The project is just to find 10 most similar texts to the new text which will be given. The database of texts is created from a news site, the texts are on my native language (Macedonian). Texts are stored in one line, with a ID before them. The text base doesn't contain any stop words ("and", "the", "a", "of", "to"), or any other characters, just letters(all lower case) and numbers. I should give the number of similar words from the two texts divided by number of words of text1+text2. I have done that with the word by word comparison, but it is to slow.

Using set.union would give words that are found in both. Again, it is indexed and would be much faster. If you want to use your original idea, then use a dictionary for the words in the base text as the lookup would be 100s of times faster than using 2 lists. This is an example using a dictionary instead of a list.

dic_1 = {}
for word1 in list1:
     if word1 not in dic_1:
          dic_1[word1]=0.
for word2 in list2:
     if word2 in dic_1:
          dic_1[word2] += 1

total_words_found=0
for key in dict_1:
     if dict_1[key] > 0:
          total_words_found += 1
result = float(total_words_found) / (len(list1) + len(list2))
##
##   or
found_set = set_1.union(set_2)
result = float(len(found_set)) / (len(list1) + len(list2))

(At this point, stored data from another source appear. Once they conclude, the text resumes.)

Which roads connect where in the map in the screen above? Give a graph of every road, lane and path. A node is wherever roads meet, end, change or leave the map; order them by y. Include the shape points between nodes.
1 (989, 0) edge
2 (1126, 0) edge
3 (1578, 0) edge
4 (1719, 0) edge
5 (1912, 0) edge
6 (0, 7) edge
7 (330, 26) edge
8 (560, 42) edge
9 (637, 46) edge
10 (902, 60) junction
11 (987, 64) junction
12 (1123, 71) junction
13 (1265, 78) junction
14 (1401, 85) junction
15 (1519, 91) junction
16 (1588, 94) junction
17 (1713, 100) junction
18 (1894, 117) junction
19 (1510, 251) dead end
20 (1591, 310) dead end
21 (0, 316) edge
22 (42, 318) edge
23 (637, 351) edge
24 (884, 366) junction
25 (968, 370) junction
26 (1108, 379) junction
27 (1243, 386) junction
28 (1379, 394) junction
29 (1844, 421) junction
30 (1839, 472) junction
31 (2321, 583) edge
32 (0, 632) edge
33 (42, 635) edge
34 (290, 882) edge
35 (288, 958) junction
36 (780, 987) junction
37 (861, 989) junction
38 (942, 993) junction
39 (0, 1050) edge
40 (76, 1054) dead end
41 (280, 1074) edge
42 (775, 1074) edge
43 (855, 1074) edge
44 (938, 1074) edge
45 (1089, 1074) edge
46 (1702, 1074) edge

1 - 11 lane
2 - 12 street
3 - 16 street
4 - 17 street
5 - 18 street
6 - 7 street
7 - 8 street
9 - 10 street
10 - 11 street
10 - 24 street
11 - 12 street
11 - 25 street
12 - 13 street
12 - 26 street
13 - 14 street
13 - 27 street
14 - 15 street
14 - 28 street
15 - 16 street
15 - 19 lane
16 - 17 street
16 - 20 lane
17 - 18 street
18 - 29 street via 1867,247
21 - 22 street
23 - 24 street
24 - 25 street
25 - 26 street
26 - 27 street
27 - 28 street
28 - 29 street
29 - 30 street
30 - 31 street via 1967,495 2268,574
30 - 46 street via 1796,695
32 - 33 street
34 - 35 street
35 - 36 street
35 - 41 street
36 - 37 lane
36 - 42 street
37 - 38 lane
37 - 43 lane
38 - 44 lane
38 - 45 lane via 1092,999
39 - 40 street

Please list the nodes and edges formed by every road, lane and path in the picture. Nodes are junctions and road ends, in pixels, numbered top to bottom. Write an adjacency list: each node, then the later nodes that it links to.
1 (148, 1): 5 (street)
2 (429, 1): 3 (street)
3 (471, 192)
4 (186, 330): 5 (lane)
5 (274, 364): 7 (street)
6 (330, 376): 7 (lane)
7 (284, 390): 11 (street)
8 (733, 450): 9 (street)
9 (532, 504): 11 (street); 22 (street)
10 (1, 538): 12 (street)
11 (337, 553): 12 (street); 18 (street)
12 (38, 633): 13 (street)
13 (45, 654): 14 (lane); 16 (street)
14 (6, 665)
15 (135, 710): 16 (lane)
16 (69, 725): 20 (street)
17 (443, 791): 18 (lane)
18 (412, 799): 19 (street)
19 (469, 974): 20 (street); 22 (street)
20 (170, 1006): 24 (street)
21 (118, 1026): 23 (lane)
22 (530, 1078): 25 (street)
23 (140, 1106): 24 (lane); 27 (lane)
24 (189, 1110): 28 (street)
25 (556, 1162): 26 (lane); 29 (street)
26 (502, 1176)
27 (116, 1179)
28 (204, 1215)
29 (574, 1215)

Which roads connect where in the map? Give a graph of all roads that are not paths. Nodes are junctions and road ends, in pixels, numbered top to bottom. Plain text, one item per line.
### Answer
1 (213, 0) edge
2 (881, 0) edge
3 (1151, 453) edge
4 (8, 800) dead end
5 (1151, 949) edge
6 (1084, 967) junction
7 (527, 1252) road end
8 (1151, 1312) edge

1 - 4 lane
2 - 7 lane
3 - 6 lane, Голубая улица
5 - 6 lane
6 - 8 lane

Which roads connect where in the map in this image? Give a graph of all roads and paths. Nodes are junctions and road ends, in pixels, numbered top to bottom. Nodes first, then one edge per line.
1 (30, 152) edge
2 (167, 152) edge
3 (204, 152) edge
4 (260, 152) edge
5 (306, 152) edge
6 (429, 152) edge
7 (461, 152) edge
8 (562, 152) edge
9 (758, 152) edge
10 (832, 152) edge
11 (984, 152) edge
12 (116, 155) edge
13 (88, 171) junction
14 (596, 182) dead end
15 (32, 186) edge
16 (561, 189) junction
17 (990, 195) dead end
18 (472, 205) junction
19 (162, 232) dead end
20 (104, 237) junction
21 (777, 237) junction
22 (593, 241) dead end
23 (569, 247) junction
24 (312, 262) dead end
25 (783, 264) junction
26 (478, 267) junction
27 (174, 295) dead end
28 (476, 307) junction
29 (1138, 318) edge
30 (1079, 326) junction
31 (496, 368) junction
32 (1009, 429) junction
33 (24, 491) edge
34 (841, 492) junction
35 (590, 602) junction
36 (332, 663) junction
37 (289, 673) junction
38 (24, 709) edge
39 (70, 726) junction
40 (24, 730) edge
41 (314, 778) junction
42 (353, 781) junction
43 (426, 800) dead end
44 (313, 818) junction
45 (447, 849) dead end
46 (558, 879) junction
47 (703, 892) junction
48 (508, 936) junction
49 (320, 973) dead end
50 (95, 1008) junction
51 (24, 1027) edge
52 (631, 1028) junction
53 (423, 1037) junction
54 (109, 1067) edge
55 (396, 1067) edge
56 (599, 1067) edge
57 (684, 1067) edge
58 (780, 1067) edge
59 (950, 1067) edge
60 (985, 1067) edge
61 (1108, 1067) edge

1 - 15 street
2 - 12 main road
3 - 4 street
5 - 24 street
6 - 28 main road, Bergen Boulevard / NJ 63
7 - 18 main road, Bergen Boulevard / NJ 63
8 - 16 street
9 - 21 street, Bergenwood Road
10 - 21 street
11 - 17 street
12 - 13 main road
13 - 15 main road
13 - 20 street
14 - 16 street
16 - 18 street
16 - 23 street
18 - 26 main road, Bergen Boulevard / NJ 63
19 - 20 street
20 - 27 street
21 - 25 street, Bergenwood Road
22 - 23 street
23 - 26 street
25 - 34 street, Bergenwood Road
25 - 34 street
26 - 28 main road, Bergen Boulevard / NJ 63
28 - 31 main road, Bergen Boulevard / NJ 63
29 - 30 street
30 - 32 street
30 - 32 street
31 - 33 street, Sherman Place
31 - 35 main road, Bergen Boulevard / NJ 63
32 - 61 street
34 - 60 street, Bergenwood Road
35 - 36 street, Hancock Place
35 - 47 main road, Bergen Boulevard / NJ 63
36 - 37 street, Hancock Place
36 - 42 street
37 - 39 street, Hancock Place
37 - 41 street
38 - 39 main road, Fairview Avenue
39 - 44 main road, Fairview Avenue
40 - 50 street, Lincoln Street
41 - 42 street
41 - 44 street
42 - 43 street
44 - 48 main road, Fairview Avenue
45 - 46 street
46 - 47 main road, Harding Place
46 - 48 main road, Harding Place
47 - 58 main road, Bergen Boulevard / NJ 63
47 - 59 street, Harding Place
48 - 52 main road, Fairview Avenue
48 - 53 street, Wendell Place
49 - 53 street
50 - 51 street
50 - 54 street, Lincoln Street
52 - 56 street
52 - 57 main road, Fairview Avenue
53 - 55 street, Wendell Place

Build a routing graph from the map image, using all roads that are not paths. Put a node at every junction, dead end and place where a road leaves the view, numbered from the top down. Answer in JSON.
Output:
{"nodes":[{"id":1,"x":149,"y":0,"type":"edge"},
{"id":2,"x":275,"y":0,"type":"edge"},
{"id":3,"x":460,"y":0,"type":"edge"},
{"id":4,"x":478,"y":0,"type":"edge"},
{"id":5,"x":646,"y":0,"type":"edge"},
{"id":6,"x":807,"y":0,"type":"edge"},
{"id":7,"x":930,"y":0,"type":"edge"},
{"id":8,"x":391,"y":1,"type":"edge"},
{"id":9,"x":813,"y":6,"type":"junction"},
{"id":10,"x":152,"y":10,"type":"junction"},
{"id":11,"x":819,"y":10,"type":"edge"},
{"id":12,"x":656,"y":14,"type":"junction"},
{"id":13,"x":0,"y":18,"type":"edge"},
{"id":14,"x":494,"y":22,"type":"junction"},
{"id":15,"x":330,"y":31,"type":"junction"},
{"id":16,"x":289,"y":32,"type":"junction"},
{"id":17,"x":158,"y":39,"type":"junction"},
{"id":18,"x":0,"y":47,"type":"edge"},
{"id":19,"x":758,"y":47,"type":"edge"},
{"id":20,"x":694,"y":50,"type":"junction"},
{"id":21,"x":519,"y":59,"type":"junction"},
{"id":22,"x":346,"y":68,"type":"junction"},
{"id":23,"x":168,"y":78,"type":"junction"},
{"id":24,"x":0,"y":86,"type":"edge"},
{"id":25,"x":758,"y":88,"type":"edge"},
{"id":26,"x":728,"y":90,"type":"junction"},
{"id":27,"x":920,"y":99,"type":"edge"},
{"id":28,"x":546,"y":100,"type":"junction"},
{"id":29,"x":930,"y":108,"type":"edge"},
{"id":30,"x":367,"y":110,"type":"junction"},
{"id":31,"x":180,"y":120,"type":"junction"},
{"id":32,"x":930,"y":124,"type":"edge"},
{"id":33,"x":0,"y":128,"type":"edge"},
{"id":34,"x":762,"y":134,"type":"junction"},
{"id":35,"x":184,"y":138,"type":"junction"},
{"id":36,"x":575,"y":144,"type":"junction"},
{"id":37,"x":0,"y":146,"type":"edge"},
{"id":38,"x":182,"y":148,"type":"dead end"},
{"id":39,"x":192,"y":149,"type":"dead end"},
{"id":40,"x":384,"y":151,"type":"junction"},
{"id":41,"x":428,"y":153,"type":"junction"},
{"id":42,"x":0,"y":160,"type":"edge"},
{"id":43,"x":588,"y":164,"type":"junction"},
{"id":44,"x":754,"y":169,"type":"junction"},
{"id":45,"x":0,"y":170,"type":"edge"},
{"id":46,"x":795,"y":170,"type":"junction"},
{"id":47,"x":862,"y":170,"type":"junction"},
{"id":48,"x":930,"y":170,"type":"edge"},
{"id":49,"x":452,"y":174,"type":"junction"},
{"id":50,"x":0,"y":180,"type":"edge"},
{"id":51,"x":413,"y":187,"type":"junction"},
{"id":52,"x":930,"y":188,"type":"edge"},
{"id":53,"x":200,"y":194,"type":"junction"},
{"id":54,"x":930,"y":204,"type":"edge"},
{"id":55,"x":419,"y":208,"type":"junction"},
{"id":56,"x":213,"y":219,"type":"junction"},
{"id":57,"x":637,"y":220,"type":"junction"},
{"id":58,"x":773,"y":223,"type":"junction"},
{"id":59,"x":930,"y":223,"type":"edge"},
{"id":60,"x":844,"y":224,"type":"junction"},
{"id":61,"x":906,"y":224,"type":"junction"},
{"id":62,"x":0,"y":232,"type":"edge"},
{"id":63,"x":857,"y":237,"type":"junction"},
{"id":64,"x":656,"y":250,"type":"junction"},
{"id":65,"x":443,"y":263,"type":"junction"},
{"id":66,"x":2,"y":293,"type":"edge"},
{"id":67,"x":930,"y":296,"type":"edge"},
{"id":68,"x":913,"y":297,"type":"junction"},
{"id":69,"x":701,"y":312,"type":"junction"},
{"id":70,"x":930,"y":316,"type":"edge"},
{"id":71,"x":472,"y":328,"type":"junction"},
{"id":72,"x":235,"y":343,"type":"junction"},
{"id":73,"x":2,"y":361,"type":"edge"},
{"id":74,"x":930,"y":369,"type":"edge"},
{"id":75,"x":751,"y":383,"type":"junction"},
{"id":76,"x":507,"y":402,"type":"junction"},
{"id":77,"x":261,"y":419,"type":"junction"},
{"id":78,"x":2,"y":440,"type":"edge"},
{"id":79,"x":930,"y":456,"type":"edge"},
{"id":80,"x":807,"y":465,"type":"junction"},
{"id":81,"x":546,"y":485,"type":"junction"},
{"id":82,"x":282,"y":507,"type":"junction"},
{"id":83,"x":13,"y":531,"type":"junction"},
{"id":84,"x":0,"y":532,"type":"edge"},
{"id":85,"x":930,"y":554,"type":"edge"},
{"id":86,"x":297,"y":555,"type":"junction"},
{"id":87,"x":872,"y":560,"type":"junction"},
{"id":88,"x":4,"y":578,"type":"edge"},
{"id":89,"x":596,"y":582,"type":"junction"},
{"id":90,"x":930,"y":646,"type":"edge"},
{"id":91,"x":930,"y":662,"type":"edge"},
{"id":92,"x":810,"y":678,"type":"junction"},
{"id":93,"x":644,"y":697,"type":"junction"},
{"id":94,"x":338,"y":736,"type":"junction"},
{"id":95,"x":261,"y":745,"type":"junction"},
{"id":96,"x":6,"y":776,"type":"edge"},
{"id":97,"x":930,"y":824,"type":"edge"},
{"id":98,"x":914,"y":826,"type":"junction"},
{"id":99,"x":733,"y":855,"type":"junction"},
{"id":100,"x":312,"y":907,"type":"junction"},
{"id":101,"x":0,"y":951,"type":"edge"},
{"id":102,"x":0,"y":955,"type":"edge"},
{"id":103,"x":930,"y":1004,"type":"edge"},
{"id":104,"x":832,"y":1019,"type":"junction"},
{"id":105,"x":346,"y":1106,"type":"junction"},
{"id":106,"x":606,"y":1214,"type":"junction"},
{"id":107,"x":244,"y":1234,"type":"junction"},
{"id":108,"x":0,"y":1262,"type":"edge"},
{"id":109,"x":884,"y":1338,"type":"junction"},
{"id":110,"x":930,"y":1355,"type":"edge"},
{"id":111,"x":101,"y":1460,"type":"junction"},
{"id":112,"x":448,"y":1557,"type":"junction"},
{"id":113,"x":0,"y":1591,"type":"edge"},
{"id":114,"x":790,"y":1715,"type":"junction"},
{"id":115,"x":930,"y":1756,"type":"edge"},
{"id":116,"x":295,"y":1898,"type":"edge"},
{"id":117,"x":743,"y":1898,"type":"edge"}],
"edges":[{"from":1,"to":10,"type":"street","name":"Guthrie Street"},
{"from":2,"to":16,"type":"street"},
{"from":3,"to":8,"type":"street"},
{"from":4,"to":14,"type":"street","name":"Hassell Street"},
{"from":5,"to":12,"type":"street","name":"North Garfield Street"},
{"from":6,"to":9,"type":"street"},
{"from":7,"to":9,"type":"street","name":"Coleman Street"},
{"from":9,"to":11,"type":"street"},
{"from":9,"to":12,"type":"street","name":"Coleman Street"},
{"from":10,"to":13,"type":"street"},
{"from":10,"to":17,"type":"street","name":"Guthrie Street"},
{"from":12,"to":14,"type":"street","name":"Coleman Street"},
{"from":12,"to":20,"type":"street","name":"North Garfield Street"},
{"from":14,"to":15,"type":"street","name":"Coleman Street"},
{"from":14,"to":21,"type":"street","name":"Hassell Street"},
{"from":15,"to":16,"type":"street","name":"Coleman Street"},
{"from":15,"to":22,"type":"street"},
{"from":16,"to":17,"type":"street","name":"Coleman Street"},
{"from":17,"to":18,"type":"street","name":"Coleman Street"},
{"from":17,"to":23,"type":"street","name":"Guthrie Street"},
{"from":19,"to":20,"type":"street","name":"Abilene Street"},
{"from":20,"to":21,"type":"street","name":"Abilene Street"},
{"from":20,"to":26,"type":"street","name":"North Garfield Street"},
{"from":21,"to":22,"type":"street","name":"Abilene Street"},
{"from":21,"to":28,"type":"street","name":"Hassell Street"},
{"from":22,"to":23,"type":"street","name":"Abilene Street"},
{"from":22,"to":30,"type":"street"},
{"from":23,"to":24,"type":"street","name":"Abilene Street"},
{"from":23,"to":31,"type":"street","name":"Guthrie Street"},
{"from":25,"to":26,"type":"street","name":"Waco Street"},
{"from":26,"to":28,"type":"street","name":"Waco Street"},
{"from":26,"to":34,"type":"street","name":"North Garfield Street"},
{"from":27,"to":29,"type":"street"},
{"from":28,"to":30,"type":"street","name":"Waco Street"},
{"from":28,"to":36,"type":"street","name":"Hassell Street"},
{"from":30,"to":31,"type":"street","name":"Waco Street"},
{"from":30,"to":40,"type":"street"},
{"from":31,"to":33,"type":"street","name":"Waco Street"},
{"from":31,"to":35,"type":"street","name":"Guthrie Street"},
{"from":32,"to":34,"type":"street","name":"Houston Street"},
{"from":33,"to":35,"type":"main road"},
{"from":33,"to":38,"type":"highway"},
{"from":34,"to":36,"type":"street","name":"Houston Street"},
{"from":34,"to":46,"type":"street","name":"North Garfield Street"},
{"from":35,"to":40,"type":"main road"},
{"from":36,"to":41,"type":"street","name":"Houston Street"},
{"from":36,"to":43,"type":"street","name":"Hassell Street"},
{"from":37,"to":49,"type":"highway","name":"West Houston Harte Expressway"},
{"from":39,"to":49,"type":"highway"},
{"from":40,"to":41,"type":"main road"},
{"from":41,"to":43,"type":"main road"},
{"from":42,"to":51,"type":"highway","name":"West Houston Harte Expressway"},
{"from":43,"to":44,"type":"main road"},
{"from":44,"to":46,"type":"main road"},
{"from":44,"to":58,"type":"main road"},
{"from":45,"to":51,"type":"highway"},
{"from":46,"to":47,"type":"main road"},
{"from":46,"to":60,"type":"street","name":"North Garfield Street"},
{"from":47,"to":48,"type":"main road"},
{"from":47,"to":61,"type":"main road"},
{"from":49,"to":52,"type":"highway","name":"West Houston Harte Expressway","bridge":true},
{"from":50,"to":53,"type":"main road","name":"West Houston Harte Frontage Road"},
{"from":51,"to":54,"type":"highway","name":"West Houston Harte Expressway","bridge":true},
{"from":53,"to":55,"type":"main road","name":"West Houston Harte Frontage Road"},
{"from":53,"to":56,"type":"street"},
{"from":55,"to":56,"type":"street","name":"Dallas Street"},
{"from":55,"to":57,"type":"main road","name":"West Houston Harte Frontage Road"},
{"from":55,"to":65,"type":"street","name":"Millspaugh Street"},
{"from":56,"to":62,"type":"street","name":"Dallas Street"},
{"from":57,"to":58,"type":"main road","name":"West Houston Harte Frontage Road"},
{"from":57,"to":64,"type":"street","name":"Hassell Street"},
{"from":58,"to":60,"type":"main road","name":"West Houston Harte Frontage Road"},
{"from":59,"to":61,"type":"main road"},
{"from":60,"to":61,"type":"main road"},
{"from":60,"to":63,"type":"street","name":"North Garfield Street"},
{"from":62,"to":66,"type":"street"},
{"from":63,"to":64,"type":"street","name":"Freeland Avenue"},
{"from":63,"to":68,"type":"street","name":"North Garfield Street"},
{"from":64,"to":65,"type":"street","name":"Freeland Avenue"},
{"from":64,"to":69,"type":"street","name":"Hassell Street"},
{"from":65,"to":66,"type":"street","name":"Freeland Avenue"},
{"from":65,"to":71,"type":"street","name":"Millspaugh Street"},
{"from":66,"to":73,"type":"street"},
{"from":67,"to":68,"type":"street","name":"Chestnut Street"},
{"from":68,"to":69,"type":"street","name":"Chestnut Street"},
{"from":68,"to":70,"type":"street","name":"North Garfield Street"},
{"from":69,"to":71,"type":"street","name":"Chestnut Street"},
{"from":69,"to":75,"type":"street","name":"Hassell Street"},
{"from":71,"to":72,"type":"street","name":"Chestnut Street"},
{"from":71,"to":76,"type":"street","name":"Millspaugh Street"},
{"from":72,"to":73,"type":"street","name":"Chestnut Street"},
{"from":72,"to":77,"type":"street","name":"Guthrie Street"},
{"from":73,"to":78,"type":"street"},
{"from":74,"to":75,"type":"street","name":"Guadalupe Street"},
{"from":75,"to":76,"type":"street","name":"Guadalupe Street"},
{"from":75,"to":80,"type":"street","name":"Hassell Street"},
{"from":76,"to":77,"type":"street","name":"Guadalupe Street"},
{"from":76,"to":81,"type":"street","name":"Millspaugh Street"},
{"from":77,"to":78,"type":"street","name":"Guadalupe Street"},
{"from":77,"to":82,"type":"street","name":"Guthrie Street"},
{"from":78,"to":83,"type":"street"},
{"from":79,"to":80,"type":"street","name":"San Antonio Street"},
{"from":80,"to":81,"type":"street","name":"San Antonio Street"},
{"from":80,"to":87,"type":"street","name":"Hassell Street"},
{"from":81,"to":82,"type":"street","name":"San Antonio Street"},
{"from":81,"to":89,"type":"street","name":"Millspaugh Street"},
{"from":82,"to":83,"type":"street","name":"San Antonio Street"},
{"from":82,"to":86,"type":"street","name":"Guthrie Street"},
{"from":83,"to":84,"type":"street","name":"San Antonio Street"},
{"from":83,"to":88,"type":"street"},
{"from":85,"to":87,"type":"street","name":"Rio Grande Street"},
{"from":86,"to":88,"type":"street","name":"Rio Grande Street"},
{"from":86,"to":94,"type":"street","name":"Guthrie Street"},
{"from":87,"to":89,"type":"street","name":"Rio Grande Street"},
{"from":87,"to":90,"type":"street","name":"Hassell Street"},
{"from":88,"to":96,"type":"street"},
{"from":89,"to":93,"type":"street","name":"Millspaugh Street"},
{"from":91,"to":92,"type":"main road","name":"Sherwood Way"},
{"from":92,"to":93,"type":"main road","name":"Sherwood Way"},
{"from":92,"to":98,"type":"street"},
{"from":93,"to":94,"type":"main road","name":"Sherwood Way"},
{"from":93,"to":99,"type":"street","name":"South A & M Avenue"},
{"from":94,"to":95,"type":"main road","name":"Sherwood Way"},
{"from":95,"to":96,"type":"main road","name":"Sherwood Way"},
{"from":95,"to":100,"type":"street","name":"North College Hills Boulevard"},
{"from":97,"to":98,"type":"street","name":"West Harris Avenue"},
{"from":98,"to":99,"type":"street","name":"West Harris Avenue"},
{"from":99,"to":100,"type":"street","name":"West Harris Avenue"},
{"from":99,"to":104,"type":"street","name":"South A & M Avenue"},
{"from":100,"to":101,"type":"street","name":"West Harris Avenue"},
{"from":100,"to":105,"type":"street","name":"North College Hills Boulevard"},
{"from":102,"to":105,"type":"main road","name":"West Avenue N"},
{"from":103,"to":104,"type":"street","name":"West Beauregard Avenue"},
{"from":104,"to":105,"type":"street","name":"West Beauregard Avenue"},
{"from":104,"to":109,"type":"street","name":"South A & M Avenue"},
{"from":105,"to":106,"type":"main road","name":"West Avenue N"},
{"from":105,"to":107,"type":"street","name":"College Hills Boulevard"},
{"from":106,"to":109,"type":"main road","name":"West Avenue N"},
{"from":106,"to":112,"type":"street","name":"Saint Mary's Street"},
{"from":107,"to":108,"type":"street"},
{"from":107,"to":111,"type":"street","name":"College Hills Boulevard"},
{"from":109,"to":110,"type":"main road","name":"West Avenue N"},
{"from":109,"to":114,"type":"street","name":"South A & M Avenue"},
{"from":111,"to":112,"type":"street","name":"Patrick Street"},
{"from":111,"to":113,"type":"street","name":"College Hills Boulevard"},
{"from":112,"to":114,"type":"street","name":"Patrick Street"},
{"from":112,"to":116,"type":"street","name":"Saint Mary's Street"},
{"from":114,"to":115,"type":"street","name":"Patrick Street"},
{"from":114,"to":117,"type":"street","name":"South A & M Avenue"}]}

I tried the sets, just now, it's going very fast :D
it passed all texts in 30 secs. just it gives wrong results. is it ok if I define the sets this way:

s1 = Set(text1.split(' '))
s2 = Set(text2.split(' '))

Using set.union would give words that are found in both. Again, it is indexed and would be much faster. If you want to use your original idea, then use a dictionary for the words in the base text as the lookup would be 100s of times faster than using 2 lists. This is an example using a dictionary instead of a list.

dic_1 = {}
for word1 in list1:
     if word1 not in dic_1:
          dic_1[word1]=0.
for word2 in list2:
     if word2 in dic_1:
          dic_1[word2] += 1

total_words_found=0
for key in dict_1:
     if dict_1[key] > 0:
          total_words_found += 1
result = float(total_words_found) / (len(list1) + len(list2))
##
##   or
found_set = set_1.union(set_2)
result = float(len(found_set)) / (len(list1) + len(list2))

Now it's ok, instead of union i used intersection, and it's working FAST :)
Thanks guys for all your help

Sorry about that. You do want intersection and not union.